Montgomery County Executive Charles W. Gilchrist, the Montgomery County Council and county delegates to the state legislature will work together for a state law that would authorize local jurisdictions to determine the rights of tenants in condominium conversions.
The decision comes just five weeks after a state appeals court ruling overturned a Montgomery law giving tenants the right to buy their buildings when conversions are planned.
In a memo sent to Scott Fosler, president of the County Council, discussing the decision, Gilchrist said, "We must make an all-out effort to obtain corrective legislation in Annapolis."
The memo also urged passage by the council of a bill which would give elderly and handicapped tenants the right to remain in their apartments for one to two years after their buildings are converted to condominiums. The council quickly passed the bill, which affects the elderly and disabled who live in apartments that were already up for sale at the time the appeals court handed down its decision.
Five complexes comprising approximately 3,255 units fall into that category: Greencastle Country Club Apartments, Parkside Plaza, Falkland Apartments and University Towers, all in Silver Spring, and Montgomery Village in Gaithersburg.
Several council members said they received a flood of letters and phone calls from distressed tenants and a petition with approximately 70 signatures from the Parkside Tenants Association urging a moratorium on condominium conversions.
An immediate moratorium was ruled out, according to Blair Lee, IV, director of the office of state affairs for the county, who added, "That doesn't mean it won't be used in the future.
"Montgomery County suffers from the highest rate of condominium conversion of any county in the state and it's one of the worst in the country," Lee said.
Council President Fosler believes getting a bill passed in Annapolis will require an intense lobbying effort by tenants and county officials.
"The record of the legislature has not been good in this regard. Tenants are going to have to work on the state level since it's clearly a state matter now," Fosler said.

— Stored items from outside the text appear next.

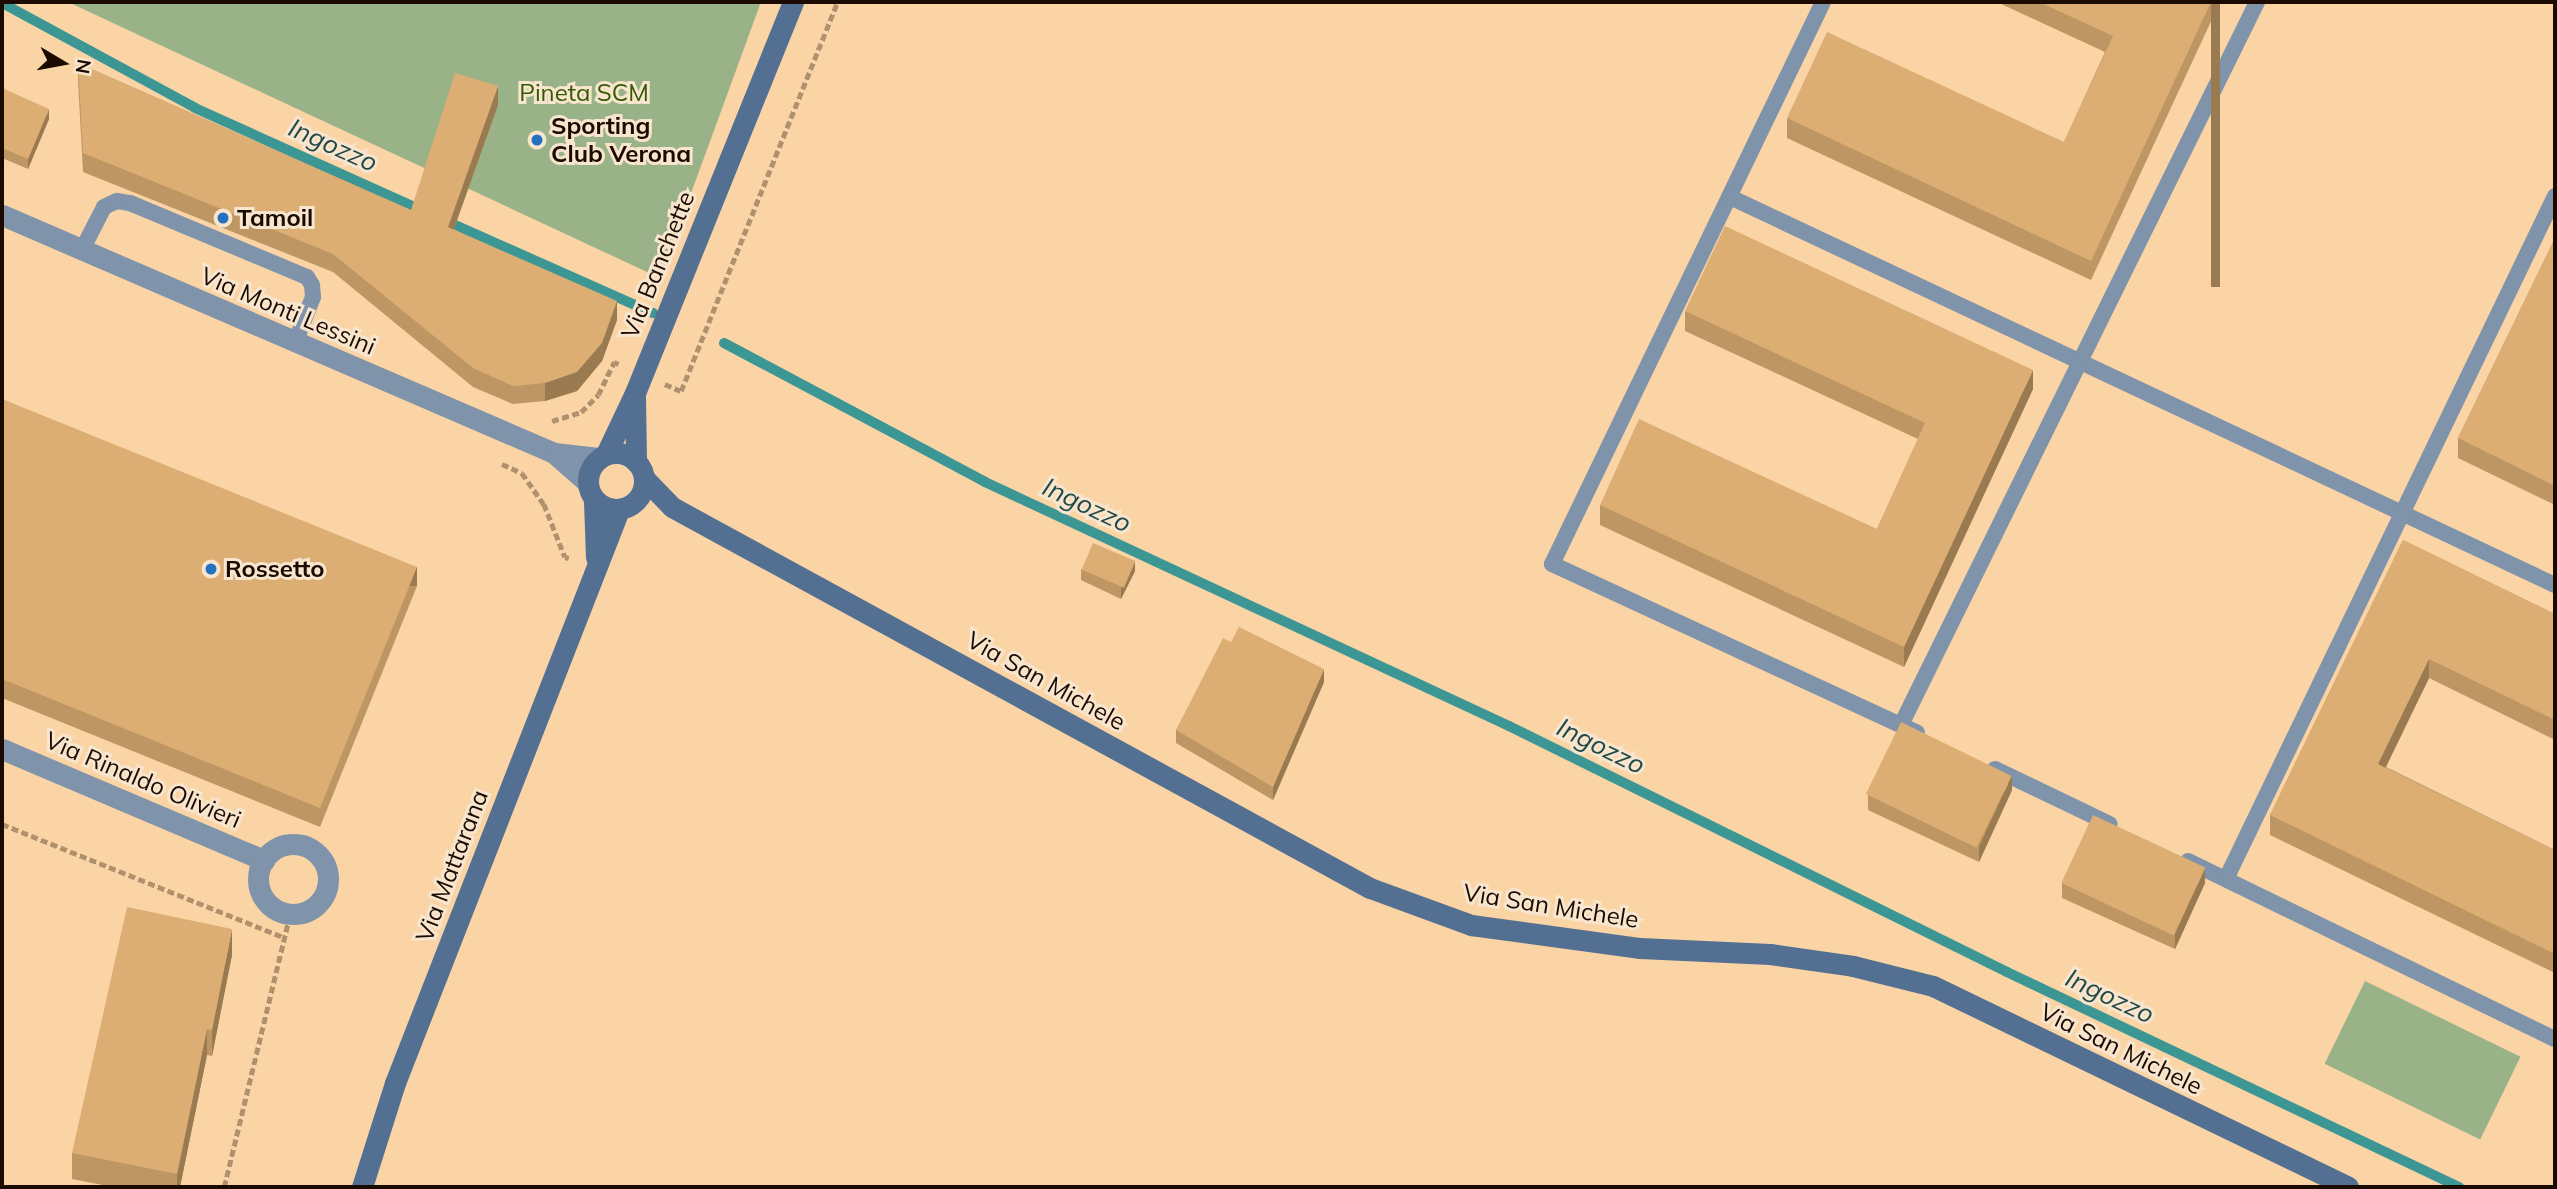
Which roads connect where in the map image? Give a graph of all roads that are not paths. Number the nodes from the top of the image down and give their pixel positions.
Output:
1 (793, 2) edge
2 (1823, 2) edge
3 (2257, 2) edge
4 (2555, 196) edge
5 (1730, 197) junction
6 (2, 215) edge
7 (82, 250) junction
8 (295, 343) junction
9 (2081, 362) junction
10 (635, 393) junction
11 (554, 453) junction
12 (602, 456) junction
13 (640, 470) junction
14 (591, 491) junction
15 (627, 506) junction
16 (672, 507) junction
17 (2403, 513) junction
18 (596, 566) junction
19 (2555, 586) edge
20 (1901, 725) junction
21 (1938, 743) edge
22 (2, 750) edge
23 (1976, 761) edge
24 (2126, 832) edge
25 (2176, 856) edge
26 (264, 860) junction
27 (2226, 879) junction
28 (2555, 1039) edge
29 (362, 1187) edge
30 (2348, 1187) edge

1 - 10 street, Via Banchette
2 - 5 lane
3 - 9 lane
4 - 17 lane
5 - 9 lane
5 - 20 lane
6 - 7 street, Via Monti Lessini
7 - 8 street, Via Monti Lessini
7 - 8 lane
8 - 11 street, Via Monti Lessini
9 - 17 lane
9 - 20 lane
10 - 12 street, Via Banchette
10 - 13 street, Via Banchette
11 - 12 street, Via Monti Lessini
11 - 14 street, Via Monti Lessini
12 - 13 street
12 - 14 street
13 - 15 street
13 - 16 street, Via San Michele
14 - 15 street
14 - 18 street, Via Mattarana
15 - 16 street, Via San Michele
15 - 18 street, Via Mattarana
16 - 30 street, Via San Michele
17 - 19 lane
17 - 27 lane
18 - 29 street, Via Mattarana
20 - 21 lane
22 - 26 street, Via Rinaldo Olivieri
23 - 24 lane
25 - 27 lane
26 - 26 street
27 - 28 lane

The most verbal reaction from renters came at a public hearing held by the council last week on rent controls in the county, which are due to end on Jan. 31.
"I was about the 18th person to speak and everyone before me talked mainly about losing the first right of refusal (the right to buy a building) or the moratorium," said Morris Altman, president of the Parkside Plaza Tenants Association.
Meanwhile, residents of Parkside Plaza and the Falkland Apartments are still actively attempting to purchase their complexes.
The tenants of Montgomery Village Apartments, however, appear to have lost their drive to purchase the 1,150-unit complex. A meeting soon after the high court ruling drew 300 enthusiastic residents. Less than 30 attended a meeting the following week.
Ann Garfinkle, counsel for the Parkside Tenants Association, said she believes the appeals court decision requires the lower Circuit Court to decide before the end of December whether the five complexes must abide by the high court decision.
Phil Horowitz, counsel for the Falkland Tenants Association, and Patrick McKeever, attorney for Montgomery Village tenants, said they were studying Garfinkle's interpretation.